=== PROBLEM TO WORK ON ===
State the number of lines in these records that include the word "paths", and add nothing to it.
- Opening Delimiter -
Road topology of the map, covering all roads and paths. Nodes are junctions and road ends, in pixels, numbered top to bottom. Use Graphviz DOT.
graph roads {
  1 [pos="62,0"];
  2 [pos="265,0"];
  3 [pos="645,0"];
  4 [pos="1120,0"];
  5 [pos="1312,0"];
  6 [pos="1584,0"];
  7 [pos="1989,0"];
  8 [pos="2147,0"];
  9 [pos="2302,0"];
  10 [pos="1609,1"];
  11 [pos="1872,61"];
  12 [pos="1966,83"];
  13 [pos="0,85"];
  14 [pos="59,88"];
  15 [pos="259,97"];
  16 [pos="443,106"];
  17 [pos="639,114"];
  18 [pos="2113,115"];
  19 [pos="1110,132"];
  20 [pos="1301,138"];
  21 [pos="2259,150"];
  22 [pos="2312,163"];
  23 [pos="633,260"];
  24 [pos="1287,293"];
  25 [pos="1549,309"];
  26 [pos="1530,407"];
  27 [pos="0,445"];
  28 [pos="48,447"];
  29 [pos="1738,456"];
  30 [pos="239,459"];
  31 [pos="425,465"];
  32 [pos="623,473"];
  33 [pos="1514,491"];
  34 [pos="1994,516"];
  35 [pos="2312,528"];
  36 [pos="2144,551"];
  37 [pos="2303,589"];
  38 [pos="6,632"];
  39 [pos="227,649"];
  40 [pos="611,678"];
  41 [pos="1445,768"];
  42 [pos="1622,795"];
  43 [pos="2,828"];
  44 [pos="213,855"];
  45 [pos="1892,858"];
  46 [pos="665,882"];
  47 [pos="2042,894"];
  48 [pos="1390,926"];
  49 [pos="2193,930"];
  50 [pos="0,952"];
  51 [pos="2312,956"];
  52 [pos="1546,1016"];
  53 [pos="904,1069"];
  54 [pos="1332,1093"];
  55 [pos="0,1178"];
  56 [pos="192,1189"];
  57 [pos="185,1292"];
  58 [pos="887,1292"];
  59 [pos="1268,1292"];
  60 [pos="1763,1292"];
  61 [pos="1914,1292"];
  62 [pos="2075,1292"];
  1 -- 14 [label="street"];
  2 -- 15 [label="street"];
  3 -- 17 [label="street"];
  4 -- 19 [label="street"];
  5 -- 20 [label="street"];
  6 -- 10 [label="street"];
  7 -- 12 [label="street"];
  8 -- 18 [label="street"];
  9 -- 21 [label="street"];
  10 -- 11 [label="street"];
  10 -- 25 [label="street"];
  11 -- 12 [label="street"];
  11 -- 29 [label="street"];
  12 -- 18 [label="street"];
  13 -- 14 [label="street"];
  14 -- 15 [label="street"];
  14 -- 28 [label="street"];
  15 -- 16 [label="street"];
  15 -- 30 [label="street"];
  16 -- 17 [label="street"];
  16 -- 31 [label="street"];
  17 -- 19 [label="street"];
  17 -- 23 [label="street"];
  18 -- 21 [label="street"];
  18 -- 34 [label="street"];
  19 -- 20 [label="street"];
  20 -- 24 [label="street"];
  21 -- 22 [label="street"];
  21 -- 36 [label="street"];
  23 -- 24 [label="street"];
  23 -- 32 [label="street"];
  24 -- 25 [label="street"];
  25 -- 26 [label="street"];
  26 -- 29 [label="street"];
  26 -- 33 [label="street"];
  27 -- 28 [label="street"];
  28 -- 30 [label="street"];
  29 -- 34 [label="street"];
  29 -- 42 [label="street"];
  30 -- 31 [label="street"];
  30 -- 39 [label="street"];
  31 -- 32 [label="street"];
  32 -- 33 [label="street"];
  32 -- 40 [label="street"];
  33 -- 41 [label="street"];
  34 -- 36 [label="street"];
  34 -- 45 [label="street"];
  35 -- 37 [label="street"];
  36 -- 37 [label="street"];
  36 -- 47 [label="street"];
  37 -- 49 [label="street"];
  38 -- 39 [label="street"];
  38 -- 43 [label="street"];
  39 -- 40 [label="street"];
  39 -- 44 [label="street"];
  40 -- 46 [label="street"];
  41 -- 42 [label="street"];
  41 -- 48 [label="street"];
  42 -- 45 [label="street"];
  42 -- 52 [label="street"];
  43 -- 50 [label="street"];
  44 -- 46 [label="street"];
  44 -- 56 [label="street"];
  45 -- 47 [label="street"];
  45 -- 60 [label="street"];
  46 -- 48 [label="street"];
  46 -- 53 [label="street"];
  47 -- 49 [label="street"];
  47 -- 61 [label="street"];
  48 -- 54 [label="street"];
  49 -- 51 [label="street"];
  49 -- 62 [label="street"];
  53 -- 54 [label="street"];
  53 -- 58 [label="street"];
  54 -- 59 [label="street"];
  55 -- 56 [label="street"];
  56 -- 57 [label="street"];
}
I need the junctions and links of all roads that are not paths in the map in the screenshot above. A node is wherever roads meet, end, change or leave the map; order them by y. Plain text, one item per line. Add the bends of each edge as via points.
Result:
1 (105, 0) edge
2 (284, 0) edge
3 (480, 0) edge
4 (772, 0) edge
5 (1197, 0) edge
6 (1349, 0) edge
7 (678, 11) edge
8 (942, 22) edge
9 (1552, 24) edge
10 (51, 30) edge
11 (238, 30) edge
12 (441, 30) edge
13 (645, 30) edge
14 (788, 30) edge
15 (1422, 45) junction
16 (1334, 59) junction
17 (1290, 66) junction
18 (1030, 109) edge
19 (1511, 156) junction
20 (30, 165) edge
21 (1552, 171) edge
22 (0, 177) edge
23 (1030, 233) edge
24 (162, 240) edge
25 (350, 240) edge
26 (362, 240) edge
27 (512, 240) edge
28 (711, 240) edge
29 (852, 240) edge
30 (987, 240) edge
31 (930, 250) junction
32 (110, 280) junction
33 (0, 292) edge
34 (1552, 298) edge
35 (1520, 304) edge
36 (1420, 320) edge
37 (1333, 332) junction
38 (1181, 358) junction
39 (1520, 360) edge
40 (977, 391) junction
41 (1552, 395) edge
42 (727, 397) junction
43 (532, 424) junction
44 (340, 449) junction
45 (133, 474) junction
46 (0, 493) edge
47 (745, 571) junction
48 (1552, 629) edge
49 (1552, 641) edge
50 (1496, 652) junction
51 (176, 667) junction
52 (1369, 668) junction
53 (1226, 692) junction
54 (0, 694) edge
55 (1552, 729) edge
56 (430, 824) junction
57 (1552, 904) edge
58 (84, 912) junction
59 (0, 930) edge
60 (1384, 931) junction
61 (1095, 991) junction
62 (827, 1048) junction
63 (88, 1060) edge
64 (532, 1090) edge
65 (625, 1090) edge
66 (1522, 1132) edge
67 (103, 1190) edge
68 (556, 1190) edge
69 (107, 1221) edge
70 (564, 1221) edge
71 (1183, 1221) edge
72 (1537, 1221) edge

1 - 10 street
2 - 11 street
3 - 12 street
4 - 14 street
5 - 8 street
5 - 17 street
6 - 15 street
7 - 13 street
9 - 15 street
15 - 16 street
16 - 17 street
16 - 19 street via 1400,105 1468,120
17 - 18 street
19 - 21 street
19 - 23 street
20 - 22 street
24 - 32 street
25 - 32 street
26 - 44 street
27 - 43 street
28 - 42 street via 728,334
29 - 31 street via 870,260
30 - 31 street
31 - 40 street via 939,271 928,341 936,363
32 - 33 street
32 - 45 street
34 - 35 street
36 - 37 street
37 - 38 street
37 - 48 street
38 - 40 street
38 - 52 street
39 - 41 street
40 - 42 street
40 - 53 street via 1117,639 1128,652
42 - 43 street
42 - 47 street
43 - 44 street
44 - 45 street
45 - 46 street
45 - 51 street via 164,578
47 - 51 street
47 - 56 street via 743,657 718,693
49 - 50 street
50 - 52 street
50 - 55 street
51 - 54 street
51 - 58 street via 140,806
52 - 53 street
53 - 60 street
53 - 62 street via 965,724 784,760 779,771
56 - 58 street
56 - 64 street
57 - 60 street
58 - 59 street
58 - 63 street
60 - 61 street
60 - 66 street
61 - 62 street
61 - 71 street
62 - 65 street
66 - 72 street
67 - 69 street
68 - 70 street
- Closing Delimiter -
=== PROBLEM SOLUTION ===
2